Th. Zimmermann
ENAC-LSC, Swiss Federal
Institute of Technology, 1015-Lausanne-EPFL,
& Zace Services Ltd, Software engineering,
1015-Lausanne, Switzerland, zimmermann@zace.com
ABSTRACT:
Three-dimensional finite element analyses of underground structures
on PCs are becoming more popular in geotechnical practice. In this
paper, we present some aspects of constitutive and numerical modeling,
and finite element technology and implementation, which are essential
to successful simulations. Implementation in Z_Soil.PC, academic and
real life situations illustrate the discussion.
Recent advances in
numerical software for geomechanics are the result of concurrent progress
in different domains: increased computer performance, advances in software
engineering, unifying theoretical formulations for soil mechanics, and progress
in constitutive and numerical modeling.
Geotechnical engineering is characterized by highly nonlinear mechanics, in multiphase media, with complex initial states, involving complicated geometry. Soil and rock often require the use of multi-surface plasticity models; they also exhibit incompressible or dilating behaviors, which most finite element formulations cannot properly model without enhancements, when using elements with low order interpolation.
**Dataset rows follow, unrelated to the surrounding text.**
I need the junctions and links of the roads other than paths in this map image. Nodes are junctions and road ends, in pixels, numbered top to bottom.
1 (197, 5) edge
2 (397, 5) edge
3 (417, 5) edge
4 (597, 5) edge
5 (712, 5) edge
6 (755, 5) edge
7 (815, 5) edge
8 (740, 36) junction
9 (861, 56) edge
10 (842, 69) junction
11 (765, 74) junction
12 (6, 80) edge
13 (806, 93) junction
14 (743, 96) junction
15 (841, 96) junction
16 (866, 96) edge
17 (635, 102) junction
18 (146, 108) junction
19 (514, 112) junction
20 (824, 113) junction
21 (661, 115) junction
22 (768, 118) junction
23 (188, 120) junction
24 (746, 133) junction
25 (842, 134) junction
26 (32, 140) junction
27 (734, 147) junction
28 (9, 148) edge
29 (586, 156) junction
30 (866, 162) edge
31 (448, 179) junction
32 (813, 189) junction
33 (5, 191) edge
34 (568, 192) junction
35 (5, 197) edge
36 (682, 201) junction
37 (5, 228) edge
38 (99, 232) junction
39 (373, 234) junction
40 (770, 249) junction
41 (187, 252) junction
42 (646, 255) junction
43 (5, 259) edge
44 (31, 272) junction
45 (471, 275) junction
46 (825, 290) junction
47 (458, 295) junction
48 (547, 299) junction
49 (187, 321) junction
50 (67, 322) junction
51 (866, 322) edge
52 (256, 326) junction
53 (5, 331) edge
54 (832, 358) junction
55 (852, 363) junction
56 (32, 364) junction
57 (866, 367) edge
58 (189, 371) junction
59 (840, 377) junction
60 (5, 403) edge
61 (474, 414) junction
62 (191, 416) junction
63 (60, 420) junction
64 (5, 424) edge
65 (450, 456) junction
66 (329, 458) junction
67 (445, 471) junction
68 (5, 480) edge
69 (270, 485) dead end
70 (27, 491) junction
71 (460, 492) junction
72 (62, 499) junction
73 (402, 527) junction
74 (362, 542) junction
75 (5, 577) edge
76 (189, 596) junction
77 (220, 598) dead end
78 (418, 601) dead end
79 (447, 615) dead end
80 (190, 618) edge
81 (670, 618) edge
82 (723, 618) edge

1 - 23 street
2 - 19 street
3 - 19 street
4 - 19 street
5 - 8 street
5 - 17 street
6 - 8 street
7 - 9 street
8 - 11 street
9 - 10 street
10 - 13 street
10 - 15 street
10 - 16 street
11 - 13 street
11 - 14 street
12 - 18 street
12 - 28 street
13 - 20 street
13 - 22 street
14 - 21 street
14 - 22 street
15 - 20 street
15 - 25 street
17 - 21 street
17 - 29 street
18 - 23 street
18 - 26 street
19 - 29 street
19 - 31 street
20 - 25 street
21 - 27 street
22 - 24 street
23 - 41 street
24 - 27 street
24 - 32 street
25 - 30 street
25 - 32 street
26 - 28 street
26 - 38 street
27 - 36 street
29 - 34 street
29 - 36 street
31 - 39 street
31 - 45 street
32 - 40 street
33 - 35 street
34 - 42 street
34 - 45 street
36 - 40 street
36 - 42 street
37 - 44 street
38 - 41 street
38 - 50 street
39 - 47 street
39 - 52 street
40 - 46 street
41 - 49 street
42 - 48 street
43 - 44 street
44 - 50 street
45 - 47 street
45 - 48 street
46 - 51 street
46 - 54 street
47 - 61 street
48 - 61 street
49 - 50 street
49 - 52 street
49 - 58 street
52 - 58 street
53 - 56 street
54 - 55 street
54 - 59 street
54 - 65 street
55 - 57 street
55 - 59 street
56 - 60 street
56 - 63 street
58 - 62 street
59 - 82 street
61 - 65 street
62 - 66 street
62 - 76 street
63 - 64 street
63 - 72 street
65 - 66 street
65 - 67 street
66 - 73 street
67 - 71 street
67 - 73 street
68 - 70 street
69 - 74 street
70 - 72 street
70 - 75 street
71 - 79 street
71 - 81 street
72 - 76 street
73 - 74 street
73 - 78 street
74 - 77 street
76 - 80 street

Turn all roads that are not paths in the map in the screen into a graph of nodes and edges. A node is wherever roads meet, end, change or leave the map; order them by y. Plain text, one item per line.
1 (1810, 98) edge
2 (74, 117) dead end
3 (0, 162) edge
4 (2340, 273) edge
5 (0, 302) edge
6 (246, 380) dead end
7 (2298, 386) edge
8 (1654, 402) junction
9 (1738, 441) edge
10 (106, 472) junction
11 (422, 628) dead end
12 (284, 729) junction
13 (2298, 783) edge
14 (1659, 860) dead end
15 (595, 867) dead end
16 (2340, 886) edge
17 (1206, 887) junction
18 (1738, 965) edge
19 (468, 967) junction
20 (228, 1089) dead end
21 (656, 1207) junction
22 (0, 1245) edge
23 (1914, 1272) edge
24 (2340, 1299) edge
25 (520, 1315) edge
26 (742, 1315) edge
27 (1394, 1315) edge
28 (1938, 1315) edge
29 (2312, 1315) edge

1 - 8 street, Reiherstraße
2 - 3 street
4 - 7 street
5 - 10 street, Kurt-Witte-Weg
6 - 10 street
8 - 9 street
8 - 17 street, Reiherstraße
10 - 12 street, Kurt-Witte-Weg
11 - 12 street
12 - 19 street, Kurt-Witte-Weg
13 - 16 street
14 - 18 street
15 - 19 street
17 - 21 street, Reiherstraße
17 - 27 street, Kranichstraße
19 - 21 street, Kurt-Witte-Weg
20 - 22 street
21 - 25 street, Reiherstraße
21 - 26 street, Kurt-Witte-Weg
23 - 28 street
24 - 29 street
Since this has been recognized, several types of element improvements have been proposed, which include under-integration, related strain-projection methods, and enhanced assumed strain approaches. We advocate herein a different approach, based on stabilized Galerkin/Least-squares methods, which seems more generic and simultaneously helps to overcome oscillatory pressures known to occur in consolidation simulations, when small time steps are used. Progress has also been made in algorithmic developments. Nowadays geotechnical engineers are more and more often confronted with sites, which are already constructed, which require an accurate definition of the initial state and present a geometrical complexity, which necessitates three-dimensional modeling. More general initial state and stability-analysis algorithms are therefore required.
We present, hereunder, material models
for soil and rock plasticity in section